COTRIMOXAZOLE PREVENTIVE THERAPY (CPT):
Cotrimoxazole is a fixed-dose combination of 2 antimicrobials – sulphamethoxazole and trimethoprim that covers a range of bacterial, fungal, and protozoan infections. CPT is a feasible, well tolerated and inexpensive intervention for people living with HIV/AIDS to reduce HIV-related morbidity and mortality.
Indications:
– HIV reactive individuals with low CD4 count
– HIV reactive individuals with tuberculosis coinfection regardless of CD4 count
– Prevention of malaria and serious bacterial infections in PLWHIV
– Prevention of Pneumocystis jirovecii pneumonia in PLWHIVA
– HIV-exposed Infants (infants born to HIV reactive mothers), starting at 4-6weeks after birth until HIV has been excluded.
Contraindications:
– People with sulpha-allergy (in which case dapsone 2mg/kg once daily can be prescribed as an alternative)
– Severe renal impairment (creatinine clearance < 15ml/min/1.73m2)
– Porphyria
– Pregnant women at term
– Megaloblastic anemia due to folate deficiency
Dosage:
Double strength = 960mg (800mg sulphamethoxazole + 160mg trimethoprim) once daily
Single strength = 480mg (400mg sulphamethoxazole + 80mg trimethoprim) once daily
Suspension cotrimoxazole also available for children
When to stop:
– In case of severe adverse drug reaction
– Those who are clinically stable with immune recovery, as evidenced by rise in CD4 count or fall in viral load.
VIRAL LOAD:
Viral load is a term used to describe the amount of HIV in the blood, i.e. the number of copies of HIV RNA per millilitre of blood. Viral load testing in HIV care is for HIV seropositive individuals who have already been commenced on antiretroviral therapy (ART). Unit of measurement is in copies per ml.
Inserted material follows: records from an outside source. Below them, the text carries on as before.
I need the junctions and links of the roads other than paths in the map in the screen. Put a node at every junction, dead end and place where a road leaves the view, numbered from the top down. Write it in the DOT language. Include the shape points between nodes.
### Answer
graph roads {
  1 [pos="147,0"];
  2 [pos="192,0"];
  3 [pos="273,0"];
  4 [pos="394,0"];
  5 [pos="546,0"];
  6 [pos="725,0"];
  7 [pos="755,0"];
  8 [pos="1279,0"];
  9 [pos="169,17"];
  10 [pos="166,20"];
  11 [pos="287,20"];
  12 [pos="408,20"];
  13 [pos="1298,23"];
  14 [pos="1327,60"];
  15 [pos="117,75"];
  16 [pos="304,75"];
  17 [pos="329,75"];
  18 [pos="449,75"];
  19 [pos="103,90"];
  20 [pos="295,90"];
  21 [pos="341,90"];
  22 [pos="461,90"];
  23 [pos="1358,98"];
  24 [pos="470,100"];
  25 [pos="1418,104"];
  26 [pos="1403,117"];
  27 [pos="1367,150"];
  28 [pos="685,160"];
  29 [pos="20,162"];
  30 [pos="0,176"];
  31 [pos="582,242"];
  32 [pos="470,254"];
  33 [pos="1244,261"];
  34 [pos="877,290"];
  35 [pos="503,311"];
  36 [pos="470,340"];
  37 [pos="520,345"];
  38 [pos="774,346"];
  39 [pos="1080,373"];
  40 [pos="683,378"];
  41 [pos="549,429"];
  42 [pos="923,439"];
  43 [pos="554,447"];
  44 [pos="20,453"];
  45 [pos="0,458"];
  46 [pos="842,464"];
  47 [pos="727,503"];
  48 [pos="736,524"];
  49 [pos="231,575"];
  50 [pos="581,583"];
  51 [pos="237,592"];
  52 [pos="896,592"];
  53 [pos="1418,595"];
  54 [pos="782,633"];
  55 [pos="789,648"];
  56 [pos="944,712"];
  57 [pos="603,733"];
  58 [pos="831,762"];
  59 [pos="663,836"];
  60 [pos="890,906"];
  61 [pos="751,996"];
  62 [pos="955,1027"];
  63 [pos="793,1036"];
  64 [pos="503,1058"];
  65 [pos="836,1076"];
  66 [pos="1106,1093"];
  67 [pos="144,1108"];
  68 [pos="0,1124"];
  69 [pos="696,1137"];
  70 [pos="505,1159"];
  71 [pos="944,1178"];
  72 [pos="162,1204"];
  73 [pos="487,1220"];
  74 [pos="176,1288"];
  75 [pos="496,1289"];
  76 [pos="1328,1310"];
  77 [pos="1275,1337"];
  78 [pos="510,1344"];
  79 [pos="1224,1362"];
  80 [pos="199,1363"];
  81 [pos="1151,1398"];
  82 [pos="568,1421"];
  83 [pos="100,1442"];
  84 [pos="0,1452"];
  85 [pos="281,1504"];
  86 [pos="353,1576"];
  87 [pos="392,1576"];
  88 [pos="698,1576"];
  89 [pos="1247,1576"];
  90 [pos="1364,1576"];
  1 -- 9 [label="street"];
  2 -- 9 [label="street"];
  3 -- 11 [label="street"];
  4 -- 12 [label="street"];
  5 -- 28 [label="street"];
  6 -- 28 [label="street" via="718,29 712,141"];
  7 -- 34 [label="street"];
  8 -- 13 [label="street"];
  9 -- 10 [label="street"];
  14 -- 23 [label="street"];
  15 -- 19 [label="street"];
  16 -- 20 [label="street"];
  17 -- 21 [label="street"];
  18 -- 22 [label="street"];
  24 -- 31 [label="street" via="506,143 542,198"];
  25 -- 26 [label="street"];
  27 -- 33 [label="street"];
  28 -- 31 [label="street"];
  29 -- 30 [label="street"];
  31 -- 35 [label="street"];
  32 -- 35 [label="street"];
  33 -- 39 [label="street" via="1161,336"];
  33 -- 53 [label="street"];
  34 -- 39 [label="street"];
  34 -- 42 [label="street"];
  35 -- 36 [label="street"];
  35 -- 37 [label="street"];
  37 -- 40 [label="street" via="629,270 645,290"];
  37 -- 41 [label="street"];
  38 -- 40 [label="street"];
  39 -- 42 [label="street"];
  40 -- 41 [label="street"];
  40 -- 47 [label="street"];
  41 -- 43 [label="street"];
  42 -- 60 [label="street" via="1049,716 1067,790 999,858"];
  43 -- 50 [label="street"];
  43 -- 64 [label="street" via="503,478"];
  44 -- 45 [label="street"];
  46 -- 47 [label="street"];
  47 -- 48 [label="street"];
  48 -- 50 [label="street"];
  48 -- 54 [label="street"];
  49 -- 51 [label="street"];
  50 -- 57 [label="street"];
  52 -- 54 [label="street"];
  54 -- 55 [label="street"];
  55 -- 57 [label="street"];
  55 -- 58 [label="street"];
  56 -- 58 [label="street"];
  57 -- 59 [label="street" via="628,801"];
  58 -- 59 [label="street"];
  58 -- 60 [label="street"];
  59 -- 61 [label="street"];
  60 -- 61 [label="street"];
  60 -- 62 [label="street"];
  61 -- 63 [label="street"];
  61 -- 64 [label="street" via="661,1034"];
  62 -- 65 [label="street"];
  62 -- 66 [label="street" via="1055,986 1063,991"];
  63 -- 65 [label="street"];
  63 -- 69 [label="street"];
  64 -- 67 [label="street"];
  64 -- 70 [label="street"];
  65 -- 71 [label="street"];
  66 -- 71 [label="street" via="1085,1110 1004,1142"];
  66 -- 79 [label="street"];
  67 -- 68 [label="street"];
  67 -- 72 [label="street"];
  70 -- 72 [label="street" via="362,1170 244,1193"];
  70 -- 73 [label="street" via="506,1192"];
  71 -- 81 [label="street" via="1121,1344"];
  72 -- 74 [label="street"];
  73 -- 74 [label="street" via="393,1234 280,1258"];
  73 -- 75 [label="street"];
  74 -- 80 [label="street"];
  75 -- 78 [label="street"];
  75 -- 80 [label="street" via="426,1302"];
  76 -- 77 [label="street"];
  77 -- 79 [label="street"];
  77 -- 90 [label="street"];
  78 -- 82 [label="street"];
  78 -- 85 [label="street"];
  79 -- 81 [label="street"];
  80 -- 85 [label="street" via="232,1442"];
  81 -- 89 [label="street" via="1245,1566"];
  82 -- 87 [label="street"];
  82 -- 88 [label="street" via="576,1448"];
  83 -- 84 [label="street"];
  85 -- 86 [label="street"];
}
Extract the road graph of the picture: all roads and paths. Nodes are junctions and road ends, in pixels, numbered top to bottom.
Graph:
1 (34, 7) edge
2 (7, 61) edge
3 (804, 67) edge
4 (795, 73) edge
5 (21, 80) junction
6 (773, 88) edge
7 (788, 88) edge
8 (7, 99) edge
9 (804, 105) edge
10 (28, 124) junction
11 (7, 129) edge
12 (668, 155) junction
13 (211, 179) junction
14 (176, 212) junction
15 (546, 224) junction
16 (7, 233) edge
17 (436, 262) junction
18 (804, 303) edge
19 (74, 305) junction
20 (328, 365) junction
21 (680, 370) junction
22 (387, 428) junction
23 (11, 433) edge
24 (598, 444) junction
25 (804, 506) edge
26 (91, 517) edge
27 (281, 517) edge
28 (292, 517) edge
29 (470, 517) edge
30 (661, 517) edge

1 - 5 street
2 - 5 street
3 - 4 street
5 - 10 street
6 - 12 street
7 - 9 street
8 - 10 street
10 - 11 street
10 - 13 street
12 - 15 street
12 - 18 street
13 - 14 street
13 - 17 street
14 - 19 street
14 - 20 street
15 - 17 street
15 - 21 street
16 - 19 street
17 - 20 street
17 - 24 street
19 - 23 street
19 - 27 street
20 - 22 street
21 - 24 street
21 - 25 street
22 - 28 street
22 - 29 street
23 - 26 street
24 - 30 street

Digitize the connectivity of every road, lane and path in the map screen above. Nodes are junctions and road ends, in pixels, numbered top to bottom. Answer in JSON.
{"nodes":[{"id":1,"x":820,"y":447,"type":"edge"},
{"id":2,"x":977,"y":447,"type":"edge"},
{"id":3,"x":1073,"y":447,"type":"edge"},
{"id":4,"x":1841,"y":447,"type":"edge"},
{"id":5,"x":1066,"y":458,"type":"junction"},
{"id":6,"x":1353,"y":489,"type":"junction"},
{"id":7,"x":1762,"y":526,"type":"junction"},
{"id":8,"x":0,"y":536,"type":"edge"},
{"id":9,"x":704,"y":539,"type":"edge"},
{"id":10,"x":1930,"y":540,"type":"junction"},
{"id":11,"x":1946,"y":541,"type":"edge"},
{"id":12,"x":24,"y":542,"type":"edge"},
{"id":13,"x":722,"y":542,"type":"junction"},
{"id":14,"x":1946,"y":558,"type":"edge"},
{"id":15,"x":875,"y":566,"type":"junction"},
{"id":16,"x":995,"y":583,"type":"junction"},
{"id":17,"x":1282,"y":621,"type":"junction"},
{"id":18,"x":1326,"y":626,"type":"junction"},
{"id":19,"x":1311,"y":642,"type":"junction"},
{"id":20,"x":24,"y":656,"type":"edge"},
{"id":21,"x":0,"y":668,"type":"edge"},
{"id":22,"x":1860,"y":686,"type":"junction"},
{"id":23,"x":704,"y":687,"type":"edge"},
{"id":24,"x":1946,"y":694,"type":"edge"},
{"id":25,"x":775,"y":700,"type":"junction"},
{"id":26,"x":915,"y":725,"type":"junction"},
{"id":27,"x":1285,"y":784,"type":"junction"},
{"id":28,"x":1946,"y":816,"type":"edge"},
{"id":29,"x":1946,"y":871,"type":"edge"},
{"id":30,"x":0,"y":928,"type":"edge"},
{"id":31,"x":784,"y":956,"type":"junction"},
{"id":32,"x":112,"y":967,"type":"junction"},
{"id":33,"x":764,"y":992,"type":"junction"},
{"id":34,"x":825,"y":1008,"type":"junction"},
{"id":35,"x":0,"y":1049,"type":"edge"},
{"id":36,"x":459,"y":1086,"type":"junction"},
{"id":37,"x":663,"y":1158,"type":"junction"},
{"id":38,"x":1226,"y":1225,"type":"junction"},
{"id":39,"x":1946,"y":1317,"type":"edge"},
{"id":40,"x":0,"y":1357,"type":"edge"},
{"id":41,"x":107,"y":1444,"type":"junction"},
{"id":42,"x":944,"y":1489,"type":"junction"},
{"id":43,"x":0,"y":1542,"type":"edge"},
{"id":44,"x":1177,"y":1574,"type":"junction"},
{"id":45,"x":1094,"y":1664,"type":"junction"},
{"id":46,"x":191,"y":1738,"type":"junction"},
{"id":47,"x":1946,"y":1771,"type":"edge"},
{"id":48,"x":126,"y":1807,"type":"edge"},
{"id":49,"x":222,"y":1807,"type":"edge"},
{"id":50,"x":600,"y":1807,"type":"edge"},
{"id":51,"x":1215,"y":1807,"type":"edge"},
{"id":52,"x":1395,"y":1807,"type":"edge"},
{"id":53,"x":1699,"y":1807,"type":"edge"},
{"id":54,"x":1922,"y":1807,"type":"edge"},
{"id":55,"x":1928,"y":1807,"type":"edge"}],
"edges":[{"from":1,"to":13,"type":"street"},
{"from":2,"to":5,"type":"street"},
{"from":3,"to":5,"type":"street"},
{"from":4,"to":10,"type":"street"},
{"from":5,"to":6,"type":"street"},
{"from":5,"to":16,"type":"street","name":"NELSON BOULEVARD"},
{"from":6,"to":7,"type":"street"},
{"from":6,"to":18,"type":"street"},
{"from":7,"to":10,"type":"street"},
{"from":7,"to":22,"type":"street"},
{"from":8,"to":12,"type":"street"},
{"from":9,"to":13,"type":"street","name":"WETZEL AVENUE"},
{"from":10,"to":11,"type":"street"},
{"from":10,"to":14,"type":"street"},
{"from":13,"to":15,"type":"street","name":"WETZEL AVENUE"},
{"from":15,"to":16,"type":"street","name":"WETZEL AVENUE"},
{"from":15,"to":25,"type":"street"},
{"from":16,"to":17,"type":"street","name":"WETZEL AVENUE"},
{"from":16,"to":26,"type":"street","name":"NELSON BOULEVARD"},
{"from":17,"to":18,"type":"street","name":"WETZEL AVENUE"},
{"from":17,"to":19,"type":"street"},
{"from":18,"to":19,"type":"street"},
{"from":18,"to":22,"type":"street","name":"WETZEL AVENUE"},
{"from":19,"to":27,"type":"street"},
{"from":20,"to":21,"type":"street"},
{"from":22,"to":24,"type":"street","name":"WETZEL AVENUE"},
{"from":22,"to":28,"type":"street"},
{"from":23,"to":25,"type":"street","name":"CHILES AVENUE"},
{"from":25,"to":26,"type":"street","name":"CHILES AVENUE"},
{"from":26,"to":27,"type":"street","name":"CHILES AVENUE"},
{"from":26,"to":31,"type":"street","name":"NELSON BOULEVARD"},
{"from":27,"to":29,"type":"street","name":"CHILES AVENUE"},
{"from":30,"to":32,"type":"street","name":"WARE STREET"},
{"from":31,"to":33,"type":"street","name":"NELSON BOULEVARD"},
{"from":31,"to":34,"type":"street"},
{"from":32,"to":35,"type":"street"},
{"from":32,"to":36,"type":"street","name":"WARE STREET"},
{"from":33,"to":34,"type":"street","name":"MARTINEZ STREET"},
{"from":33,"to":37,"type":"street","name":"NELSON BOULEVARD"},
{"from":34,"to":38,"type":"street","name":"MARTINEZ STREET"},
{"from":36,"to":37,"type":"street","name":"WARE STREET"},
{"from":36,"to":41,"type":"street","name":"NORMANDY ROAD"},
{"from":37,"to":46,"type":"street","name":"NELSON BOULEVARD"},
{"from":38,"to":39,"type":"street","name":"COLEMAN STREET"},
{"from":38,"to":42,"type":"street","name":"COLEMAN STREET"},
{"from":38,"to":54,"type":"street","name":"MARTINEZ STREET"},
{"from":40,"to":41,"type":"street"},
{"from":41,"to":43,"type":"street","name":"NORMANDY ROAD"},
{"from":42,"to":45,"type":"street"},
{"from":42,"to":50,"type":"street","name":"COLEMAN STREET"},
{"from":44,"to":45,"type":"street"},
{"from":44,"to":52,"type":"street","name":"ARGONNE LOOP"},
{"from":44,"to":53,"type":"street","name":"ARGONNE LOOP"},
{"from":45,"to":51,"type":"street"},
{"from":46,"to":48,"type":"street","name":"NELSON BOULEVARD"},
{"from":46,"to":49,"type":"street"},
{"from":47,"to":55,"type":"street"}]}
Medical Significance of Viral load:
It is used to determine virologic failure of treatment, as the aim of HIV treatment is to achieve virologic suppression, i.e. undetectable viral load, which presently is viral load < 20 copies per ml. Studies have shown that HIV seropositive individuals with viral load less than 200 copies/ml DO NOT transmit the virus.
Persistently elevated viral load signifies either poor adherence to medications by the client or ineffectiveness of the therapy – thus, this is an important tool in clinical decision making.
Test Intervals:
Timing of viral load testing varies. Ideally, it is done 6months after the initiation of ART for treatment-naïve people, and if the 1st viral load result is less than 200 copies/ml, it is then done annually subsequently.
However, If the 1st viral load is greater than 200, testing is repeated in 3months, with 1month clinic appointments during the 3month period, and attendant continued adherence counselling to ensure clients are compliant with their ART.
Sample Collection and Processing:
Blood samples of due clients are taken under standard Universal safety precautions. 10mls of venous blood is drawn into the appropriate, well-labelled specimen bottle, with the accompanying forms and registers filled. The arranged bottles in a cool transport container with the necessary forms are moved to the testing facility. Results are usually available as from 2weeks after the sample collection.